Representing Disabled People on TV – I’m Speechless¬†

The representation of disability on tv often leaves much to the imagination. Disabled people are often figures of pity. Their disability is centre stage, not them as individuals. In Scorpion, for example, the main protagonist’s sister had MS. She seemed to be okay – then she was in hospital and she died! Imagine if you’d just been diagnosed – gulp! Okay, you know it’s a tv show, but surely they must have checked it out? Surely they wouldn’t get it that wrong?!?
Last night I was watching Blue Bloods. Two of the cops were on crowd control while a tv cop show was being filmed. They were talking to the on-set advisor to complain about some of the procedures they had seen, and they were told “it’s not a documentary”. It made me think. No – it’s not a documentary. More people watch it than a documentary, so perhaps there is more responsibility to get it right?

That brings me to Speechless, the new sitcom on ABC. It revolves around the DiMeo family, and JJ, the eldest son, a teenager, has cerebral palsy. He’s in a wheelchair and can’t speak. He uses an AAC device – a word and letter board with a light pointer. And… wait for it… 3 episodes in and I think it’s doing a great job!

Sure there are issues. JJ communicates at a really rapid pace – he barely points at words and they’re spelled out for the person reading it. In reality, using any AAC device is a very slow process, but I’m willing to cut them some slack – it’s a 30 minute comedy show.

I want to concentrate on the issues raised in last week’s episode – its third episode:

Letting go: JJ has negotiated a whole day away from his mum, with his care aide. Her concern for his wellbeing shows a common concern for carers – how do you let go, knowing all the times that you have had to step in and help? I have a friend who has just been through that with her teenage son going out with his friends on his own for the first time. I experience that with Ian regularly – I tell him I can do something independently that on other days I have failed to do. I tell him to channel his inner Elsa and “Let It GO”! Obviously, the concern is real, and the costs of failure can be high, but, as disabled people, we need to have the independence to try.

Inspiration porn: When JJ and his carer, a black man called Kenneth, line up to buy a hot dog, everyone allows them to go first, saying that they are an inspiration. At first, this is great fun for them to see how far they can push it, ending up at a Dodger’s baseball game, but after awhile, Kenneth pulls away from JJ to enjoy the events for himself, and JJ feels the frustration of being taken for granted. Sure, I’ve happily gone to the front of the line – lining up for the cruise ship in LA, in temperatures of over 30C would have made it a medical emergency if we hadn’t been taken to the front – but being pawed by strangers in public who want to tell you that you’re an inspiration, or hearing “Good for you!” when you tell people of something you’ve done that wouldn’t get the same mention for a non-disabled person is tiring and can be demeaning. If you’re still uncertain of what I mean, watch Stella Young tell you all about it.
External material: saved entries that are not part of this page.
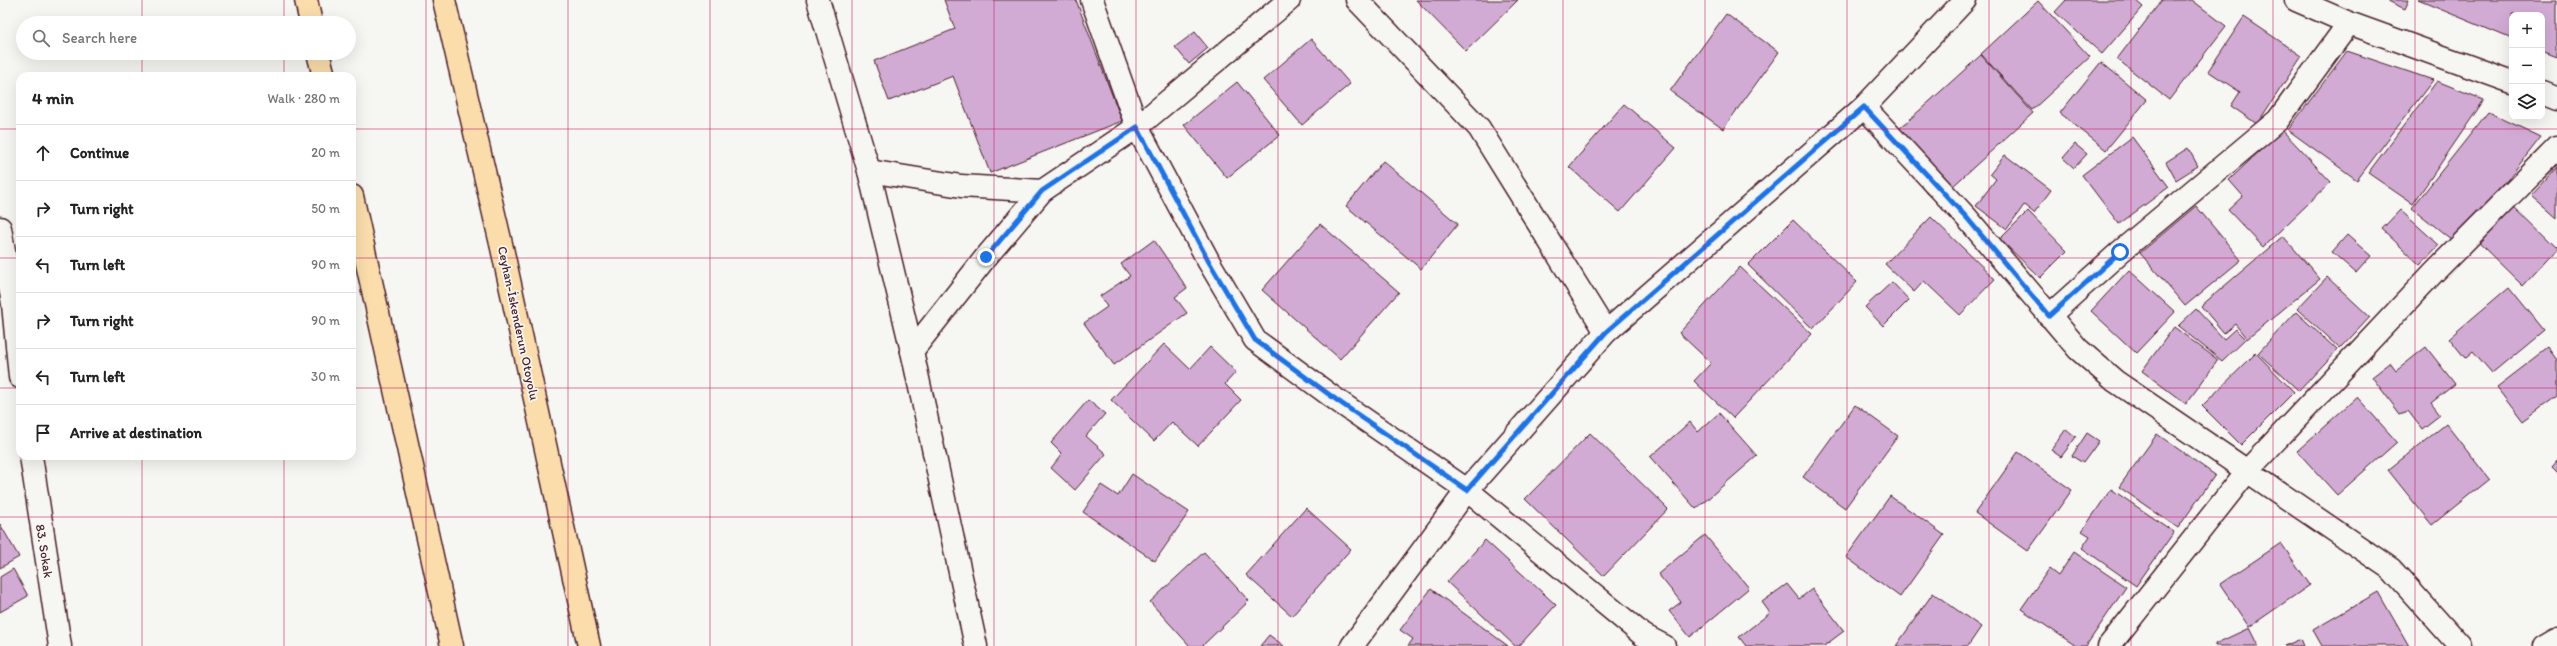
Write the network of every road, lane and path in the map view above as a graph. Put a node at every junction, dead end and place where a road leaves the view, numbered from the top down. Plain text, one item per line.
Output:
1 (306, 0) edge
2 (444, 0) edge
3 (818, 0) edge
4 (1092, 0) edge
5 (1289, 0) edge
6 (1357, 0) edge
7 (1965, 0) edge
8 (2296, 0) edge
9 (309, 16) edge
10 (2349, 23) junction
11 (320, 60) edge
12 (323, 72) edge
13 (2509, 81) edge
14 (2545, 94) edge
15 (2557, 98) edge
16 (1864, 107) junction
17 (1137, 127) junction
18 (2557, 148) edge
19 (869, 170) junction
20 (1042, 191) junction
21 (356, 214) edge
22 (0, 228) edge
23 (7, 311) edge
24 (2049, 316) junction
25 (1606, 332) junction
26 (912, 351) junction
27 (16, 357) edge
28 (32, 460) edge
29 (2248, 470) junction
30 (1467, 490) junction
31 (2557, 639) edge
32 (60, 646) edge
33 (452, 646) edge
34 (589, 646) edge
35 (976, 646) edge
36 (1352, 646) edge
37 (1664, 646) edge
38 (2109, 646) edge
39 (2460, 646) edge
40 (2545, 646) edge

1 - 9 highway
2 - 34 highway, Ceyhan-İskenderun Otoyolu
3 - 19 street
4 - 17 street
5 - 17 street
6 - 25 street
7 - 16 street
8 - 10 street
10 - 13 street
10 - 24 street
11 - 12 highway
14 - 15 street
16 - 24 street
16 - 25 street
17 - 20 street
17 - 30 street
18 - 29 street
19 - 20 street
19 - 26 street
20 - 26 street
21 - 33 highway
22 - 23 street
23 - 27 street
24 - 29 street
25 - 30 street
26 - 35 street
28 - 32 street, 83. Sokak
29 - 38 street
29 - 39 street
30 - 36 street
30 - 37 street
31 - 40 street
Caregiver guilt: JJ’s family go out to do something they can’t do with him – they go paint balling! At the end of the session, the daughter shouts “this is the best day ever!” and they all stop having fun as they realize it’s only because JJ isn’t with them. Again, my response returns to Elsa “Let It Goooooo!” It’s healthy! I need time apart from Ian just as much as he needs time away from me! Luckily, I now have my CSIL funding, so I have respite built in to my week. I find it interesting that it’s always thought of as respite for the carer – but we, the disabled people, need respite from the carer too!

Losing your voice: JJ’s carer left behind his AAC device – his word board. He told Kenneth that he had taken away his voice. While this was a very physical representation of it, disabled people lose their voice in many ways, from JJ’s example, to people finishing our sentences for us, to the structures in society that prefer that non-disabled people speak for disabled people. I have been dealing with this with the City of Kelowna and its Community For All Ages project which has no disabled people on the main committees. We must continue to demand that there is “nothing about us, without us.”

Ian and I laugh at so many of the situations in Speechless, as they are so similar to those we have been in, as a disabled person and a carer. And there is so much about our life that we laugh at, in ways that others might find irreverent or not politically correct. I asked a disabled friend, do you think non-disabled people find Speechless as funny as we do? Perhaps they do, but for different reasons. I’m going to keep watching, and I’m going to know that the jokes, for once, are for us.